▶ _AVAILABLE DATA_:
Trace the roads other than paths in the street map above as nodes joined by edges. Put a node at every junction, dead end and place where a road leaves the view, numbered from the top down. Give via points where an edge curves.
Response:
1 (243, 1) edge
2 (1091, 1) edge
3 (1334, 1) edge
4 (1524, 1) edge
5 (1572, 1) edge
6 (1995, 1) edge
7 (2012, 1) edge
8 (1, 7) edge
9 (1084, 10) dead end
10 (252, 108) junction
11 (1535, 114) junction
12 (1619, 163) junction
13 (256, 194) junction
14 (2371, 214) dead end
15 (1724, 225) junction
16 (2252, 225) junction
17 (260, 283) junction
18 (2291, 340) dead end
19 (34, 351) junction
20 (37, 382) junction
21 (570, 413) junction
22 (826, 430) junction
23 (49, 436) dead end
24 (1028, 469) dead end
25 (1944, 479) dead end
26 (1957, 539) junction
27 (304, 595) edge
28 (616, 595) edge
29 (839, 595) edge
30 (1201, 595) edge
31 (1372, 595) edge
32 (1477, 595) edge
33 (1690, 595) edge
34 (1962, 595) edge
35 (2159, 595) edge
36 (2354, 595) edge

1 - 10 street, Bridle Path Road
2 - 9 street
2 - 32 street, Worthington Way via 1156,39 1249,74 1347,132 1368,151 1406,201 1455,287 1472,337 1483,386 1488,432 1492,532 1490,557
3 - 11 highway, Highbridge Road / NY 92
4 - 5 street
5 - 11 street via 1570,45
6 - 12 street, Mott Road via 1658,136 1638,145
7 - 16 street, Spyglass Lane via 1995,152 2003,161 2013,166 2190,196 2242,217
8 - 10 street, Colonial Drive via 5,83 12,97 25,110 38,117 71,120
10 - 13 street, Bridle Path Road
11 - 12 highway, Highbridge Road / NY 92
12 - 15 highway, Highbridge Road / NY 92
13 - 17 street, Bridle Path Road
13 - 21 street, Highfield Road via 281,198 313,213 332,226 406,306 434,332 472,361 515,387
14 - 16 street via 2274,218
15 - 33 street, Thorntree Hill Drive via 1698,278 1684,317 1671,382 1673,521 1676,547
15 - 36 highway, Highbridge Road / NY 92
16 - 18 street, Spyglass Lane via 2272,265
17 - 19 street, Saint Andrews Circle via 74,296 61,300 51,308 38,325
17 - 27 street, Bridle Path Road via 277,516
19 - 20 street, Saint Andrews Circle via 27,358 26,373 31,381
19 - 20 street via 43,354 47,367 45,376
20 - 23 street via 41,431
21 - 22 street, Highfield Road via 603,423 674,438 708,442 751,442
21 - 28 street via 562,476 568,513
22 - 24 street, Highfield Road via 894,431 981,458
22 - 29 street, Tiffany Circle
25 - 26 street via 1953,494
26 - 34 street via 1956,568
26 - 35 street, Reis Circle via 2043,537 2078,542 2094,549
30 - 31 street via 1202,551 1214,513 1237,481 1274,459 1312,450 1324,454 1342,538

▶ _EXERCISE AIM_: Each of the records above is to be copied exactly.

▶ _ANSWER_:
Trace the roads other than paths in the street map above as nodes joined by edges. Put a node at every junction, dead end and place where a road leaves the view, numbered from the top down. Give via points where an edge curves.
Response:
1 (243, 1) edge
2 (1091, 1) edge
3 (1334, 1) edge
4 (1524, 1) edge
5 (1572, 1) edge
6 (1995, 1) edge
7 (2012, 1) edge
8 (1, 7) edge
9 (1084, 10) dead end
10 (252, 108) junction
11 (1535, 114) junction
12 (1619, 163) junction
13 (256, 194) junction
14 (2371, 214) dead end
15 (1724, 225) junction
16 (2252, 225) junction
17 (260, 283) junction
18 (2291, 340) dead end
19 (34, 351) junction
20 (37, 382) junction
21 (570, 413) junction
22 (826, 430) junction
23 (49, 436) dead end
24 (1028, 469) dead end
25 (1944, 479) dead end
26 (1957, 539) junction
27 (304, 595) edge
28 (616, 595) edge
29 (839, 595) edge
30 (1201, 595) edge
31 (1372, 595) edge
32 (1477, 595) edge
33 (1690, 595) edge
34 (1962, 595) edge
35 (2159, 595) edge
36 (2354, 595) edge

1 - 10 street, Bridle Path Road
2 - 9 street
2 - 32 street, Worthington Way via 1156,39 1249,74 1347,132 1368,151 1406,201 1455,287 1472,337 1483,386 1488,432 1492,532 1490,557
3 - 11 highway, Highbridge Road / NY 92
4 - 5 street
5 - 11 street via 1570,45
6 - 12 street, Mott Road via 1658,136 1638,145
7 - 16 street, Spyglass Lane via 1995,152 2003,161 2013,166 2190,196 2242,217
8 - 10 street, Colonial Drive via 5,83 12,97 25,110 38,117 71,120
10 - 13 street, Bridle Path Road
11 - 12 highway, Highbridge Road / NY 92
12 - 15 highway, Highbridge Road / NY 92
13 - 17 street, Bridle Path Road
13 - 21 street, Highfield Road via 281,198 313,213 332,226 406,306 434,332 472,361 515,387
14 - 16 street via 2274,218
15 - 33 street, Thorntree Hill Drive via 1698,278 1684,317 1671,382 1673,521 1676,547
15 - 36 highway, Highbridge Road / NY 92
16 - 18 street, Spyglass Lane via 2272,265
17 - 19 street, Saint Andrews Circle via 74,296 61,300 51,308 38,325
17 - 27 street, Bridle Path Road via 277,516
19 - 20 street, Saint Andrews Circle via 27,358 26,373 31,381
19 - 20 street via 43,354 47,367 45,376
20 - 23 street via 41,431
21 - 22 street, Highfield Road via 603,423 674,438 708,442 751,442
21 - 28 street via 562,476 568,513
22 - 24 street, Highfield Road via 894,431 981,458
22 - 29 street, Tiffany Circle
25 - 26 street via 1953,494
26 - 34 street via 1956,568
26 - 35 street, Reis Circle via 2043,537 2078,542 2094,549
30 - 31 street via 1202,551 1214,513 1237,481 1274,459 1312,450 1324,454 1342,538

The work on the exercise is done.